Johan Valentín Camargo Ramos (born December 13, 1993) is a Panamanian professional baseball infielder in the Kansas City Royals organization. He has played in Major League Baseball (MLB) for the Atlanta Braves and Philadelphia Phillies.

Early life
Johan Camargo was born in Panama City, Panama. His parents named him after the footballer Johan Cruyff. When playing baseball as a child, Camargo naturally batted and threw left-handed. His father taught him to throw with his right hand, and Camargo stopped using his left hand for that skill. He later focused on switch-hitting, and joined his first organized baseball league at the age of 13.

Career

Minor leagues
Camargo signed with the Atlanta Braves for $42,000 as a 16-year old out of Panama in July 2010. After missing the 2011 season, Camargo made his professional debut in 2012 with the DSL Braves. Camargo spent 2013 with Rookie level Danville, and hit .294 in 57 games. Camargo began 2014 at Single-A Rome before earning a late season promotion to High-A Lynchburg. Across both levels in 2014, he hit .266 with 46 RBI in 132 games. Camargo spent 2015 with High-A Carolina, hitting .258 with 32 RBI in 130 games. After earning All-Star honors in the Carolina League, Camargo was awarded with a spot in the Arizona Fall League with Peoria. Almost exclusively a shortstop, Camargo began 2016 playing at second base for Double-A Mississippi to accommodate the likes of Ozzie Albies and Dansby Swanson. When all three were on the team, Camargo played third base, and after Swanson was promoted to the major leagues, he took over at shortstop. At the plate, Camargo hit .267 with a career-high 4 HR, along with 43 RBI in 126 games. The Braves added him to their 40-man roster after the season.

Atlanta Braves
After missing out on the Opening Day roster, Camargo was quickly recalled from Triple-A Gwinnett on April 11, 2017, and made his debut that night. After two short-lived stints in the major leagues, Camargo's playing time increased in the month of June when third baseman Adonis García was placed on the disabled list. Camargo hit his first career home run on July 9, against Washington Nationals pitcher Matt Grace. After Adonis Garcia returned from the disabled list at third base, Camargo lost playing time; however, he quickly gained it back when the Braves benched Dansby Swanson who eventually was demoted to Triple A. Camargo was injured in August, and remained with the Gwinnett Braves until September, resulting in the return of Swanson. 
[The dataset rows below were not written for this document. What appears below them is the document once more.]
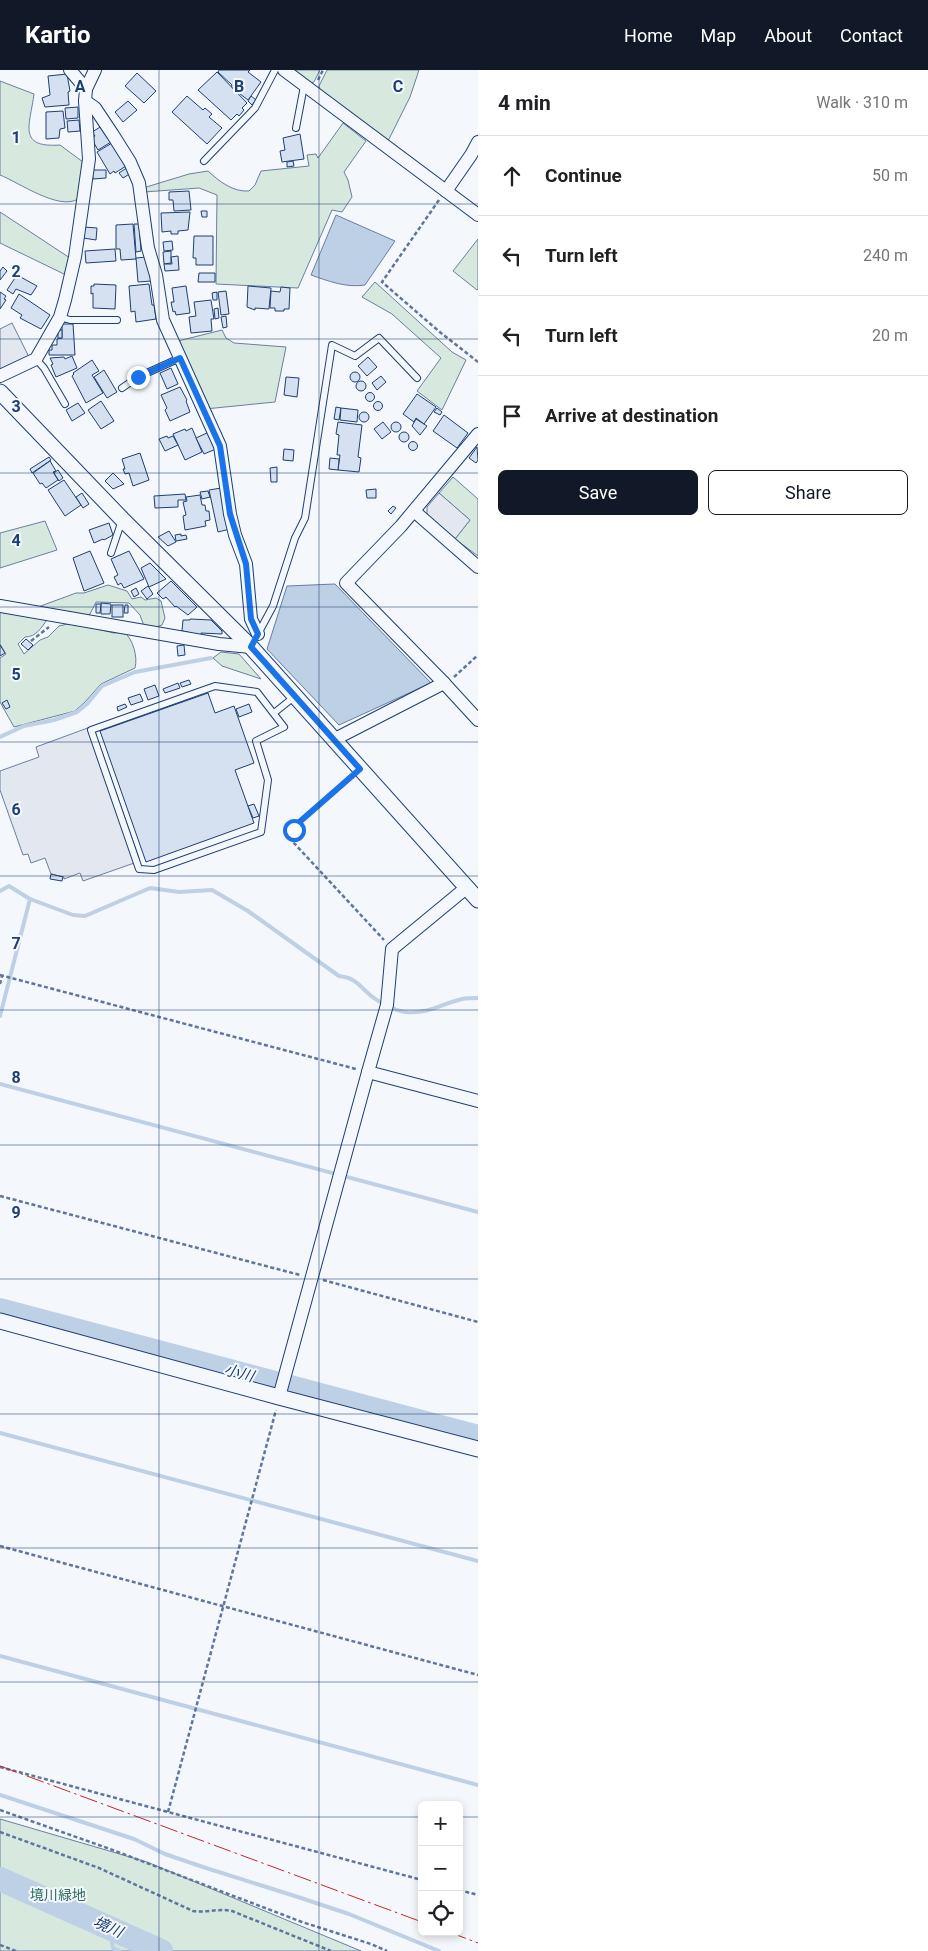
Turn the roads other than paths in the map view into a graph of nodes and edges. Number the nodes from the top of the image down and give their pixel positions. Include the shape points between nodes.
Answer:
1 (70, 70) edge
2 (95, 70) edge
3 (275, 70) edge
4 (284, 70) edge
5 (304, 86) junction
6 (85, 95) junction
7 (296, 128) dead end
8 (478, 142) edge
9 (204, 162) dead end
10 (446, 191) junction
11 (478, 214) edge
12 (60, 317) junction
13 (117, 320) dead end
14 (180, 358) junction
15 (36, 359) junction
16 (0, 376) edge
17 (417, 378) dead end
18 (122, 388) dead end
19 (0, 392) edge
20 (65, 404) dead end
21 (478, 434) edge
22 (414, 511) junction
23 (122, 519) junction
24 (111, 553) dead end
25 (478, 567) edge
26 (0, 606) edge
27 (254, 641) junction
28 (444, 683) junction
29 (295, 696) junction
30 (274, 713) junction
31 (478, 720) edge
32 (335, 739) junction
33 (466, 888) junction
34 (478, 900) edge
35 (368, 1072) junction
36 (478, 1101) edge
37 (0, 1321) edge
38 (279, 1397) junction
39 (478, 1449) edge

1 - 6 street
2 - 6 street
3 - 9 lane via 255,108
4 - 5 street
5 - 7 lane
5 - 10 street
6 - 12 street via 89,159 74,257
6 - 14 street via 130,162 139,183 163,320
8 - 10 street
10 - 11 street
12 - 13 lane
12 - 15 street
14 - 18 lane
14 - 27 street via 220,446 230,514 246,564
15 - 16 street
15 - 20 lane
17 - 27 lane via 379,338 355,356 332,346 305,518 295,538 273,606
19 - 23 street
21 - 22 street
22 - 25 street
22 - 28 street via 346,583
23 - 24 lane
23 - 27 street
26 - 27 street via 219,644
27 - 29 street
28 - 31 street
28 - 32 street
29 - 30 lane
29 - 32 street
30 - 30 lane via 257,692 215,686 91,730 139,869 154,870 260,832 268,780 256,741 284,727
32 - 33 street
33 - 34 street
33 - 35 street via 392,949 387,1005
35 - 36 street
35 - 38 street
37 - 38 street
38 - 39 street

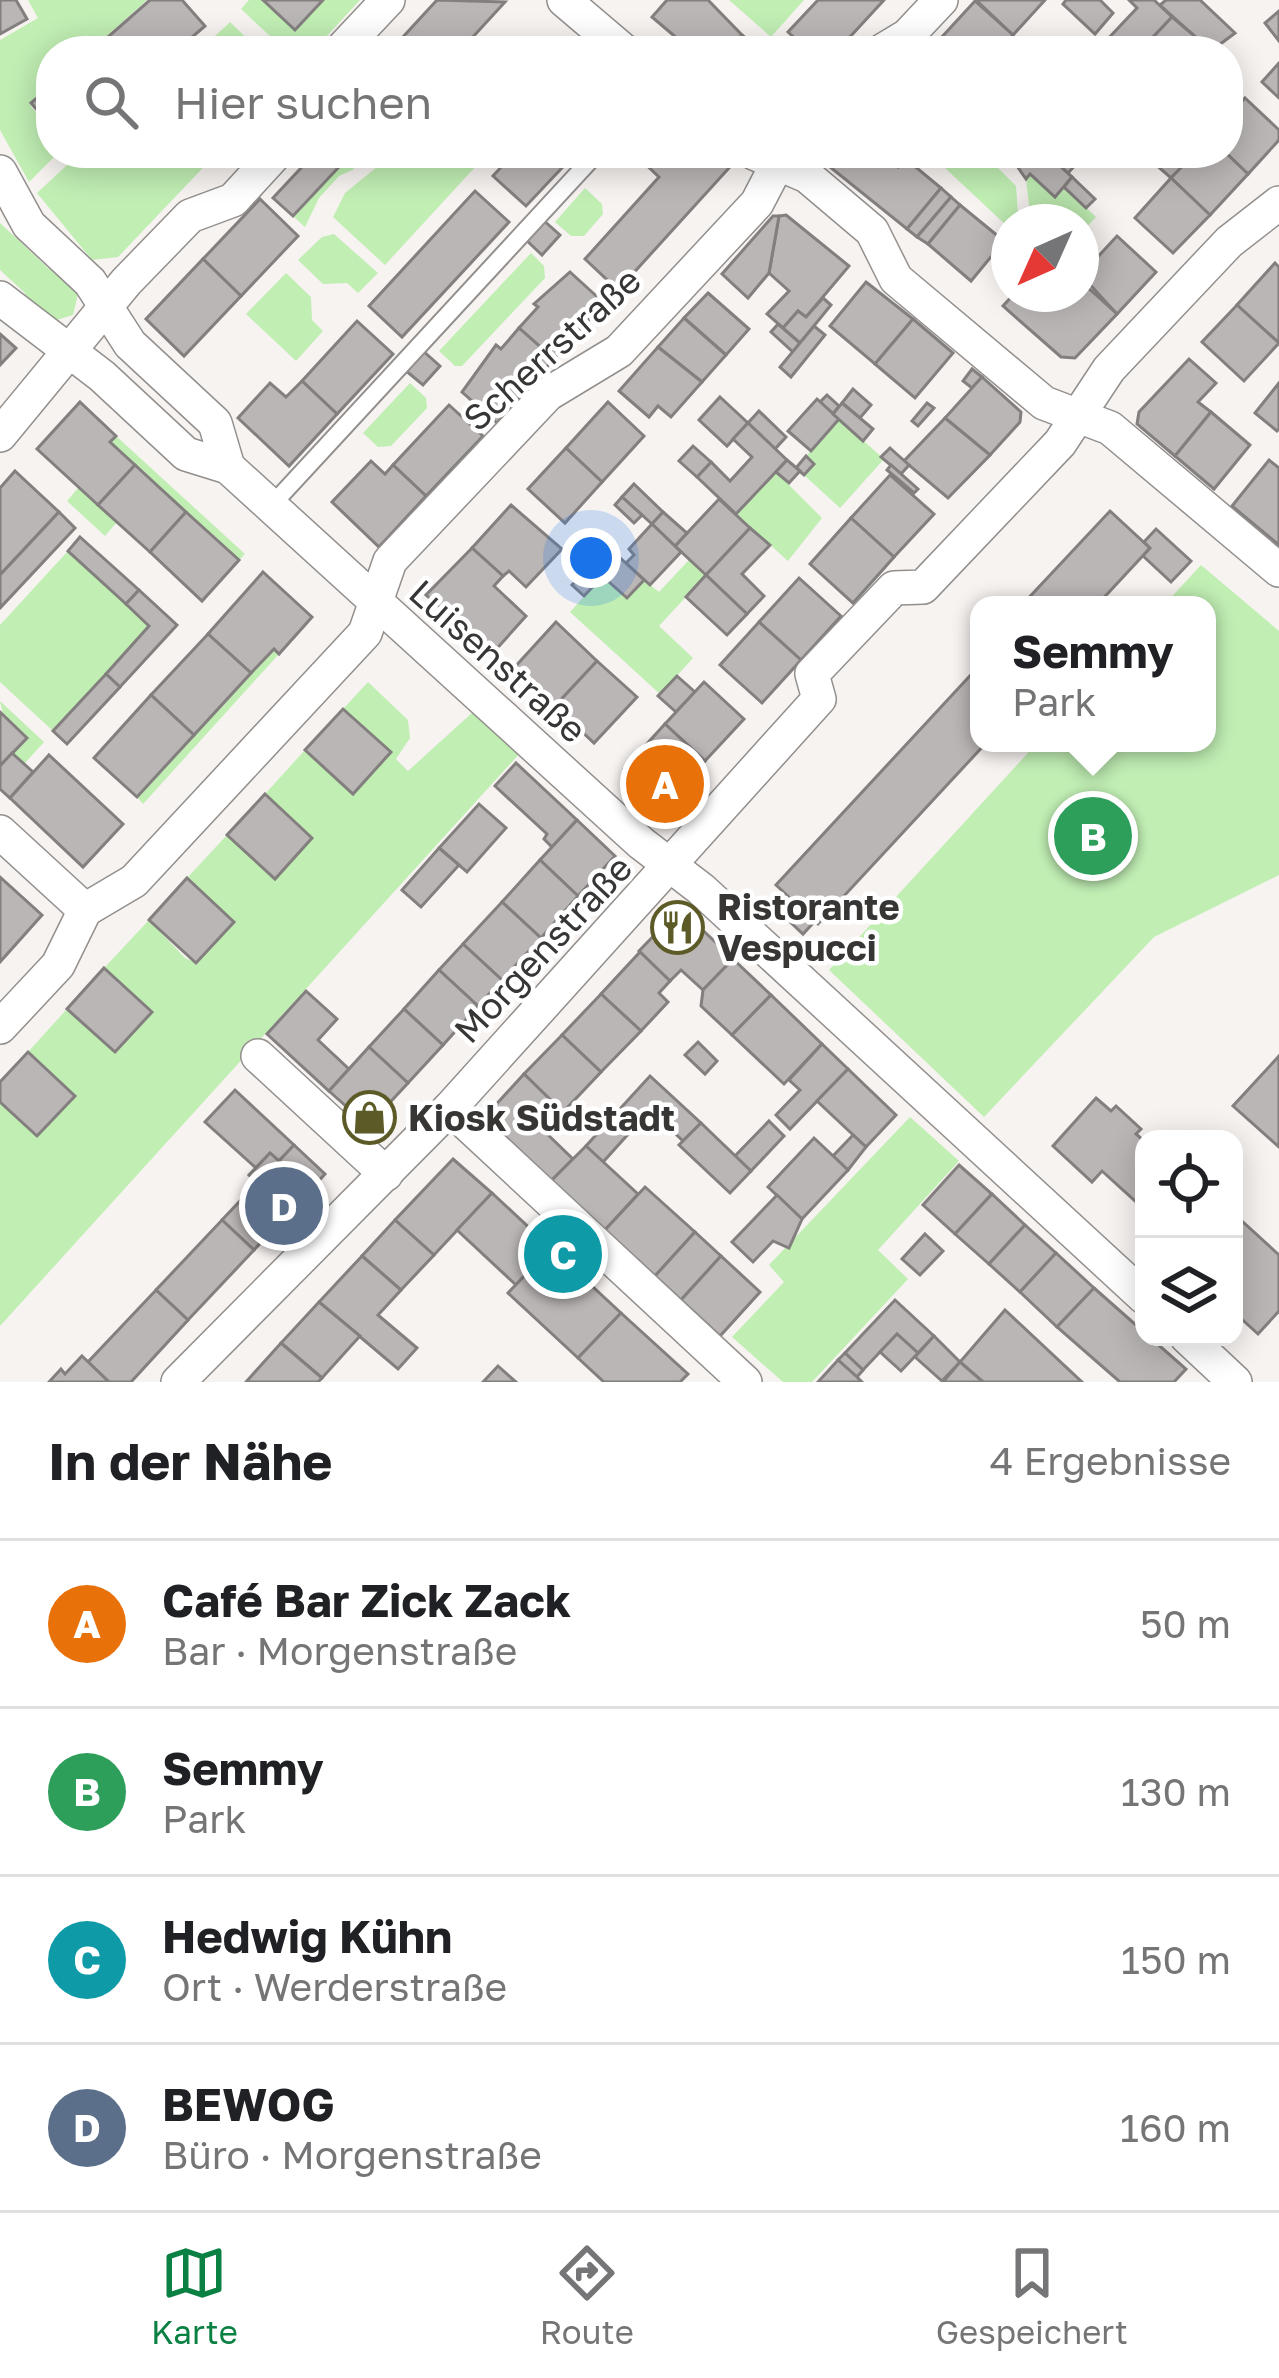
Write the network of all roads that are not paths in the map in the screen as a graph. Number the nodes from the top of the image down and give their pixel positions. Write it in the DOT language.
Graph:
graph roads {
  1 [pos="388,0"];
  2 [pos="563,0"];
  3 [pos="940,0"];
  4 [pos="354,36"];
  5 [pos="606,36"];
  6 [pos="907,36"];
  7 [pos="262,168"];
  8 [pos="583,168"];
  9 [pos="768,168"];
  10 [pos="793,168"];
  11 [pos="0,172"];
  12 [pos="0,198"];
  13 [pos="1279,203"];
  14 [pos="29,225"];
  15 [pos="0,298"];
  16 [pos="106,308"];
  17 [pos="71,354"];
  18 [pos="1078,416"];
  19 [pos="0,435"];
  20 [pos="228,466"];
  21 [pos="271,506"];
  22 [pos="1279,570"];
  23 [pos="376,603"];
  24 [pos="0,832"];
  25 [pos="670,868"];
  26 [pos="85,910"];
  27 [pos="0,1027"];
  28 [pos="258,1056"];
  29 [pos="450,1108"];
  30 [pos="386,1174"];
  31 [pos="1135,1289"];
  32 [pos="1197,1346"];
  33 [pos="178,1382"];
  34 [pos="745,1382"];
  35 [pos="1235,1382"];
  1 -- 4 [label="street"];
  2 -- 5 [label="street"];
  3 -- 6 [label="street"];
  7 -- 16 [label="street"];
  8 -- 21 [label="lane"];
  9 -- 23 [label="street, Scherrstraße"];
  10 -- 18 [label="street"];
  11 -- 14 [label="street, Luisenstraße"];
  12 -- 14 [label="street"];
  13 -- 18 [label="street, Morgenstraße"];
  14 -- 16 [label="street, Luisenstraße"];
  15 -- 17 [label="street, Luisenstraße"];
  16 -- 17 [label="street"];
  16 -- 20 [label="street, Luisenstraße"];
  17 -- 19 [label="street"];
  17 -- 20 [label="street, Luisenstraße"];
  18 -- 22 [label="street"];
  18 -- 25 [label="street, Morgenstraße"];
  20 -- 21 [label="street, Luisenstraße"];
  21 -- 23 [label="street, Luisenstraße"];
  23 -- 25 [label="street, Luisenstraße"];
  23 -- 26 [label="street, Scherrstraße"];
  24 -- 26 [label="street"];
  25 -- 29 [label="street, Morgenstraße"];
  25 -- 31 [label="street, Luisenstraße"];
  26 -- 27 [label="street"];
  28 -- 30 [label="street"];
  29 -- 30 [label="street, Morgenstraße"];
  29 -- 34 [label="street"];
  30 -- 33 [label="street, Morgenstraße"];
  32 -- 35 [label="street"];
}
Camargo became the Braves' starting third baseman in May 2018, and retained the role until the start of the 2019 season, when the team signed Josh Donaldson. Following an injury to starting shortstop Dansby Swanson, Camargo played at that position, struggling defensively and offensively. As a result, Camargo was demoted to the Gwinnett Stripers on August 16. Camargo returned to the major leagues when rosters expanded in September. In a game against the Philadelphia Phillies on September 11, he suffered a hairline fracture in his right shin. The Braves subsequently placed Camargo on the 10-day injured list.

In 2019, he batted .233/.279/.384 with 31 runs, 7 home runs, and 32 RBIs, and had the slowest sprint speed of all major league shortstops, at 25.6 feet/second.

In 2020, he batted .200/.244/.367 with 16 runs, 4 home runs, and 9 RBIs. He played 21 games at second base, and 10 at third base, but did not play at all at shortstop for the first season of his major league career.
After the 2020 season, he played for Águilas Cibaeñas of the Dominican Professional Baseball League(LIDOM). He has also played for Dominican Republic in the 2021 Caribbean Series.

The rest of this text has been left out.